» About this task
Locate the word "highway" in the entries below, then gather every line that holds it.

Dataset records
Segment Open

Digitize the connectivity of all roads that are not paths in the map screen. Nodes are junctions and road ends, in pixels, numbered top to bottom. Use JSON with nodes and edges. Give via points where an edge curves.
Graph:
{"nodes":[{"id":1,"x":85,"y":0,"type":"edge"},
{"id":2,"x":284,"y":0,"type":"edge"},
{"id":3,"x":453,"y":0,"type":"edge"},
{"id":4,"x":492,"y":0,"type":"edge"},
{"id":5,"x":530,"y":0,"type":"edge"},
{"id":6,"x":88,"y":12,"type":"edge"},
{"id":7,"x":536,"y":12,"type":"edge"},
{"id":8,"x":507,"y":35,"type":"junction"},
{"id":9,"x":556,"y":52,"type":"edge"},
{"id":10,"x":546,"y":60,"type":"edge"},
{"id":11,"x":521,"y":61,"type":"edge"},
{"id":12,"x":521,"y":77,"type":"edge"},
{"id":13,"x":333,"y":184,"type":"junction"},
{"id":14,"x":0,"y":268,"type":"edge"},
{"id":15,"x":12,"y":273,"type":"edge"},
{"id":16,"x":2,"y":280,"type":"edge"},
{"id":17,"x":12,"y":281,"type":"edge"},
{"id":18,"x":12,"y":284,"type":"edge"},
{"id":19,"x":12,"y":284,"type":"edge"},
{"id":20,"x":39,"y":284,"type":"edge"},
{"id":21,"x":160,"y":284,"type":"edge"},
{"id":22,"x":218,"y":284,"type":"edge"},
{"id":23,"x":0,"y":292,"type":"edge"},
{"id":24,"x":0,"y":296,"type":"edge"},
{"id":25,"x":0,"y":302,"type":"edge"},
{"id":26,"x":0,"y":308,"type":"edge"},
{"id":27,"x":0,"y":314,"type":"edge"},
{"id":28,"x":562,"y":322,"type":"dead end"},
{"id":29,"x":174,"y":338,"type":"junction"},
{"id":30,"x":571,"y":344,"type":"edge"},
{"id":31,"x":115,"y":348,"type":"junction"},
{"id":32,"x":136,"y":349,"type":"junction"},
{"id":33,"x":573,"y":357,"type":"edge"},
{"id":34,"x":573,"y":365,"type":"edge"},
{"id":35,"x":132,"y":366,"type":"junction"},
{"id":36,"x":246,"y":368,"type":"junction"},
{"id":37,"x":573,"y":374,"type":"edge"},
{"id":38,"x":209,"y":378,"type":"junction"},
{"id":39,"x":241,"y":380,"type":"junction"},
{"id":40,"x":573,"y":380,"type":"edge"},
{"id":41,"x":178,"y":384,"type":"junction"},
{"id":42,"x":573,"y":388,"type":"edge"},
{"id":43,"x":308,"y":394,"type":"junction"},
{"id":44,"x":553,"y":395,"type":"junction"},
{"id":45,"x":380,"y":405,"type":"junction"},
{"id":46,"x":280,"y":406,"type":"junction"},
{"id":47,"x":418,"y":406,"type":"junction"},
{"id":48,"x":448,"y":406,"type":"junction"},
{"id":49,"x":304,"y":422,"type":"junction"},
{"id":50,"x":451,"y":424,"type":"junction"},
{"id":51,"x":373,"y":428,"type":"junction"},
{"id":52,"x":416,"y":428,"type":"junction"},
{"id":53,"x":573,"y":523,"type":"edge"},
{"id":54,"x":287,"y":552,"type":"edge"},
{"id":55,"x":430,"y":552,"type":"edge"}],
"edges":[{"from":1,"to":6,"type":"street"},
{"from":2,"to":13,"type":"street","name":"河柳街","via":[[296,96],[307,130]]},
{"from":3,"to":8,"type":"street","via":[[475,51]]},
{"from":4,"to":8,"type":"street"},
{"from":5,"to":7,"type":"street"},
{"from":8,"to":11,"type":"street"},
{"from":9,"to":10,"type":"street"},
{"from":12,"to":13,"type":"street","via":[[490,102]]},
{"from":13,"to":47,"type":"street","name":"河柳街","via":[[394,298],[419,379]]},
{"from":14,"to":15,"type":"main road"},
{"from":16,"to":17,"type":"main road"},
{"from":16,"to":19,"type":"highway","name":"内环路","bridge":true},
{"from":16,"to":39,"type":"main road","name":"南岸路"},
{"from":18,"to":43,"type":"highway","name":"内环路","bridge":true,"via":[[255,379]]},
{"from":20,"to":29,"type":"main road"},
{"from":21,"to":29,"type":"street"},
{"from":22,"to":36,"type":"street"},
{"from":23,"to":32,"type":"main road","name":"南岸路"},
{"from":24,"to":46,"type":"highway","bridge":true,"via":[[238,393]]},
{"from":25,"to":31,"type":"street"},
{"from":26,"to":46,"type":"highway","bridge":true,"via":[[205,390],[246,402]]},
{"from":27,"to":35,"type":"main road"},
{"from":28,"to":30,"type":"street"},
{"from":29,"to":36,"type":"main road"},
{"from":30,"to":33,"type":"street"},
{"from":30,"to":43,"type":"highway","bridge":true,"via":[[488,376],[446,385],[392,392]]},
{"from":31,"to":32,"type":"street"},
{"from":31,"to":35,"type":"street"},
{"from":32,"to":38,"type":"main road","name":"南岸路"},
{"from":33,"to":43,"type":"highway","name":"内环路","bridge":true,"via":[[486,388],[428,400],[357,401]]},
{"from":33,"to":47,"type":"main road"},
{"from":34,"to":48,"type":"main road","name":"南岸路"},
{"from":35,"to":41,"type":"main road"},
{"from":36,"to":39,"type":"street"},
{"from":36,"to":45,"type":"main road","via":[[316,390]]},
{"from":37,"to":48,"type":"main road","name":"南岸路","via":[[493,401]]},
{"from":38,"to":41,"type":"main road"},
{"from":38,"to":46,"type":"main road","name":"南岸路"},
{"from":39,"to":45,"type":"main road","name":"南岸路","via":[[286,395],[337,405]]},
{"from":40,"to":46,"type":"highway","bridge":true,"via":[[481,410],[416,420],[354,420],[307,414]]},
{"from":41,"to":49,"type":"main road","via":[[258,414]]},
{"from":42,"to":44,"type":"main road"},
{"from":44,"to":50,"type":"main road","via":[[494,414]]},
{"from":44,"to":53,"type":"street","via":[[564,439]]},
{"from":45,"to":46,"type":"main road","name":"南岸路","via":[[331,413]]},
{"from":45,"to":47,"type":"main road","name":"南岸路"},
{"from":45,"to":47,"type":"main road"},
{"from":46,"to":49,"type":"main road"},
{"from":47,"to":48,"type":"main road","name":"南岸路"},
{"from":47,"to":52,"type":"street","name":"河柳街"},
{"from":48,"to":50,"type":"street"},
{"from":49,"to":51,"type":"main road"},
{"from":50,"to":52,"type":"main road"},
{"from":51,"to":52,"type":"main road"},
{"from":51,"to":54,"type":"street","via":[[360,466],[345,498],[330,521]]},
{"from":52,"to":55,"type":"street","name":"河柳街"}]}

Segment Closed

» Your response
{"from":16,"to":19,"type":"highway","name":"内环路","bridge":true},
{"from":18,"to":43,"type":"highway","name":"内环路","bridge":true,"via":[[255,379]]},
{"from":24,"to":46,"type":"highway","bridge":true,"via":[[238,393]]},
{"from":26,"to":46,"type":"highway","bridge":true,"via":[[205,390],[246,402]]},
{"from":30,"to":43,"type":"highway","bridge":true,"via":[[488,376],[446,385],[392,392]]},
{"from":33,"to":43,"type":"highway","name":"内环路","bridge":true,"via":[[486,388],[428,400],[357,401]]},
{"from":40,"to":46,"type":"highway","bridge":true,"via":[[481,410],[416,420],[354,420],[307,414]]},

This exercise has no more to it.